Your reply should be a single number, the count of lines in the records that contain the string "Aleja".

[[ Study material open ]]

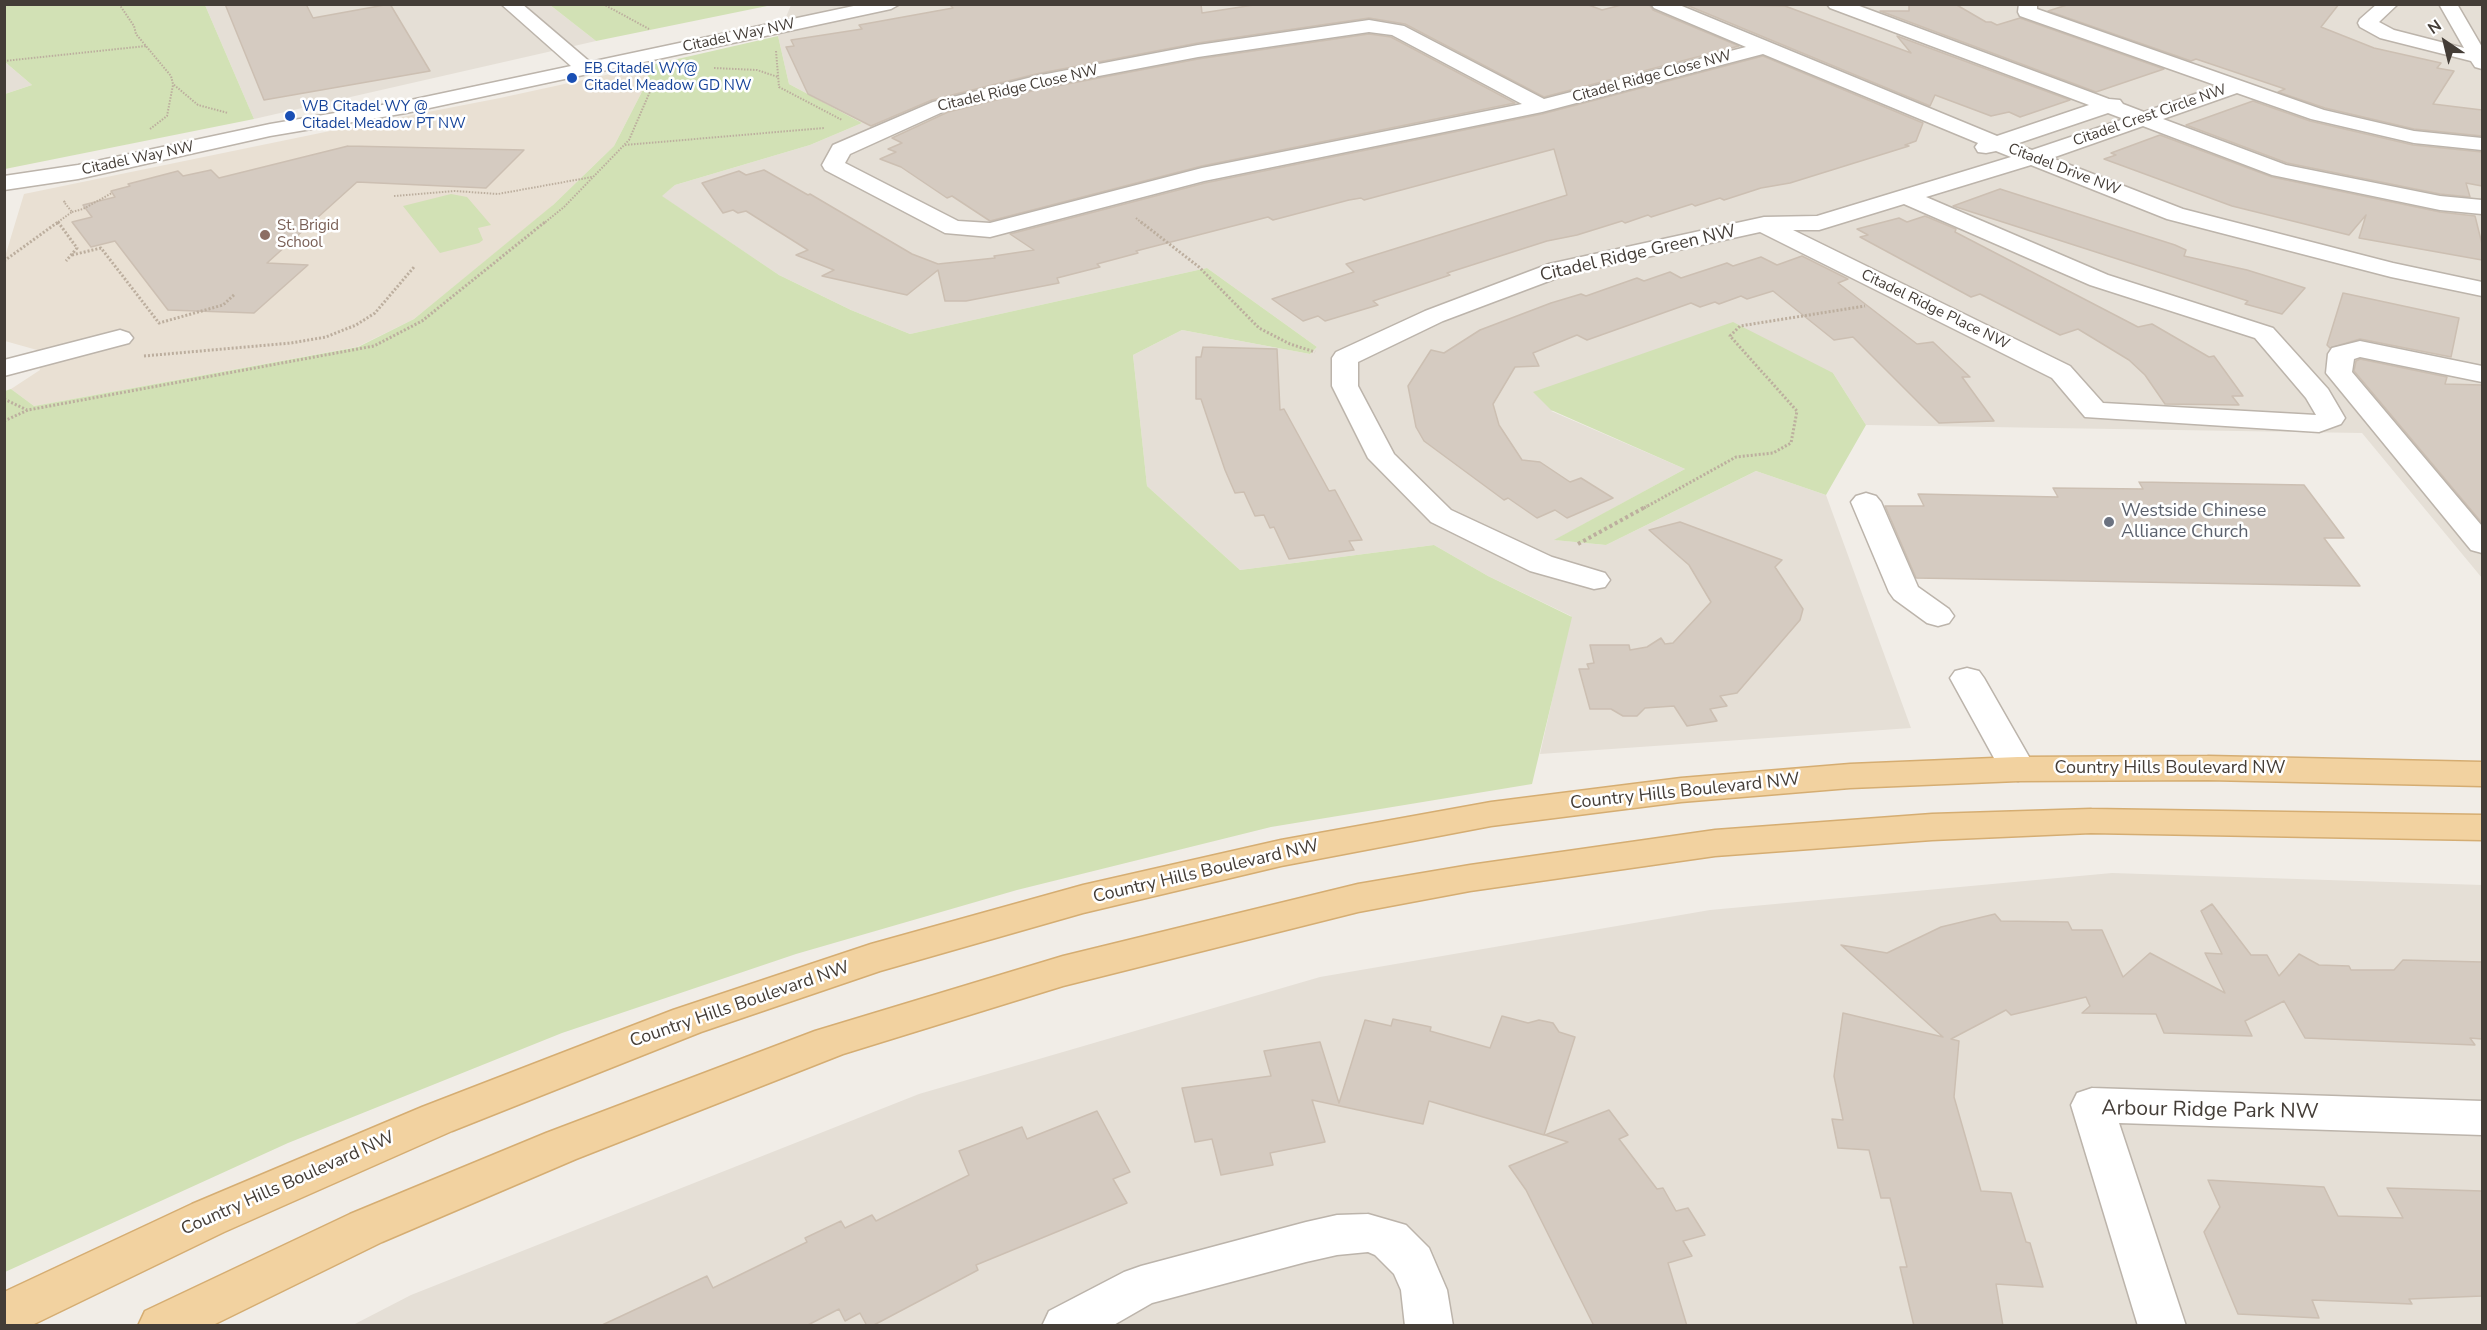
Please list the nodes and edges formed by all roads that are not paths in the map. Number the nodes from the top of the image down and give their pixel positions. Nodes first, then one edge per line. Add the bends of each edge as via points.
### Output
1 (510, 4) edge
2 (537, 4) edge
3 (827, 4) edge
4 (891, 4) edge
5 (1660, 4) edge
6 (1836, 4) edge
7 (2028, 4) edge
8 (2389, 4) edge
9 (2448, 4) edge
10 (802, 15) junction
11 (572, 33) dead end
12 (1763, 48) junction
13 (591, 58) junction
14 (2480, 60) edge
15 (2202, 75) junction
16 (2171, 85) dead end
17 (2236, 87) junction
18 (2138, 96) dead end
19 (1542, 106) junction
20 (2106, 107) junction
21 (2141, 119) junction
22 (1995, 144) junction
23 (2482, 144) edge
24 (1967, 153) dead end
25 (2030, 158) junction
26 (4, 183) edge
27 (1903, 186) junction
28 (1834, 196) dead end
29 (1812, 203) dead end
30 (2482, 207) edge
31 (1764, 224) junction
32 (2482, 289) edge
33 (127, 348) road end
34 (4, 368) edge
35 (2482, 374) edge
36 (1866, 502) dead end
37 (2482, 544) edge
38 (1594, 580) dead end
39 (1938, 616) dead end
40 (1967, 678) dead end
41 (2018, 769) junction
42 (2482, 774) edge
43 (2482, 828) edge
44 (2482, 1118) edge
45 (4, 1315) edge
46 (162, 1326) edge
47 (1066, 1326) edge
48 (1429, 1326) edge
49 (2162, 1326) edge

1 - 13 street
2 - 11 street
3 - 10 street, Citadel Way NW
4 - 10 street, Citadel Way NW
5 - 12 street, Citadel Drive NW
6 - 20 street
7 - 15 street, Citadel Crest Circle NW via 2027,12
8 - 14 street via 2367,23 2386,34
9 - 14 street
10 - 13 street, Citadel Way NW
12 - 19 street, Citadel Ridge Close NW
12 - 22 street, Citadel Drive NW
13 - 26 street, Citadel Way NW via 406,106 270,130 78,172
15 - 16 street, Citadel Crest Circle NW
15 - 17 street, Citadel Crest Circle NW
17 - 21 street, Citadel Crest Circle NW
17 - 23 street, Citadel Crest Circle NW via 2318,115 2414,137
18 - 20 street, Citadel Crest Circle NW
19 - 19 street, Citadel Ridge Close NW via 1397,30 1369,26 1187,53 1036,82 940,106 841,150 832,165 953,228 990,230 1202,175
20 - 21 street
20 - 22 street, Citadel Crest Circle NW
21 - 25 street, Citadel Crest Circle NW
21 - 30 street via 2280,170 2440,203
22 - 24 street
22 - 25 street, Citadel Drive NW
25 - 27 street, Citadel Ridge Green NW
25 - 32 street, Citadel Drive NW via 2175,214 2391,270
27 - 28 street, Citadel Ridge Green NW
27 - 31 street, Citadel Ridge Green NW via 1819,223
27 - 31 street, Citadel Ridge Place NW via 2099,280 2264,333 2318,395 2331,418 2319,424 2095,411 2061,372
29 - 31 street, Citadel Ridge Green NW
31 - 38 street, Citadel Ridge Green NW via 1558,269 1434,316 1345,358 1345,386 1382,458 1441,516 1541,564
33 - 34 street
35 - 37 street via 2360,349 2341,354 2339,373
36 - 39 street via 1905,592
40 - 41 street
41 - 42 main road, Country Hills Boulevard NW via 2208,768
41 - 45 main road, Country Hills Boulevard NW via 1850,776 1681,790 1491,814 1281,853 1083,899 871,959 687,1021 437,1119 208,1218
43 - 46 main road via 2103,821 1932,827 1715,843 1358,898 1063,971 830,1042 561,1146 377,1223
44 - 49 street, Arbour Ridge Park NW via 2092,1106
47 - 48 street via 1141,1286 1306,1242 1368,1233 1390,1239 1413,1262 1424,1290

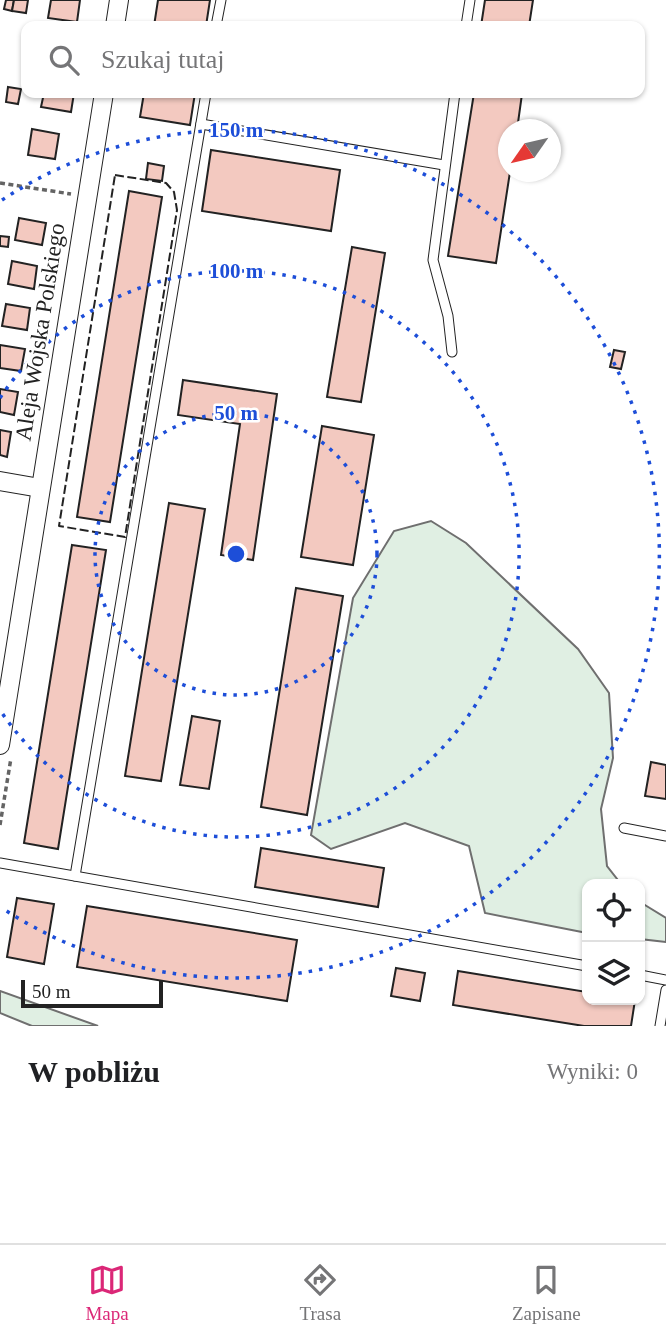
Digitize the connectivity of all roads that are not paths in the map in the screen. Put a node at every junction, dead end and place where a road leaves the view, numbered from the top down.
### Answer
1 (118, 0) edge
2 (221, 0) edge
3 (470, 0) edge
4 (116, 21) edge
5 (217, 21) edge
6 (467, 21) edge
7 (103, 98) edge
8 (205, 98) edge
9 (454, 98) edge
10 (201, 124) junction
11 (444, 165) junction
12 (452, 352) dead end
13 (0, 481) edge
14 (40, 488) junction
15 (2, 722) edge
16 (0, 745) edge
17 (624, 828) dead end
18 (666, 836) edge
19 (0, 863) edge
20 (75, 876) junction
21 (582, 965) edge
22 (645, 976) edge
23 (666, 980) edge
24 (666, 990) edge
25 (660, 1026) edge

1 - 4 street
2 - 5 lane
3 - 6 lane
7 - 14 street, Aleja Wojska Polskiego
8 - 10 lane
9 - 11 lane
10 - 11 lane
10 - 20 lane
11 - 12 lane
13 - 14 street
14 - 15 street, Aleja Wojska Polskiego
15 - 16 street, Aleja Wojska Polskiego
17 - 18 lane
19 - 20 lane
20 - 21 lane
22 - 23 lane
24 - 25 lane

[[ Study material closed ]]

§ Reply: 3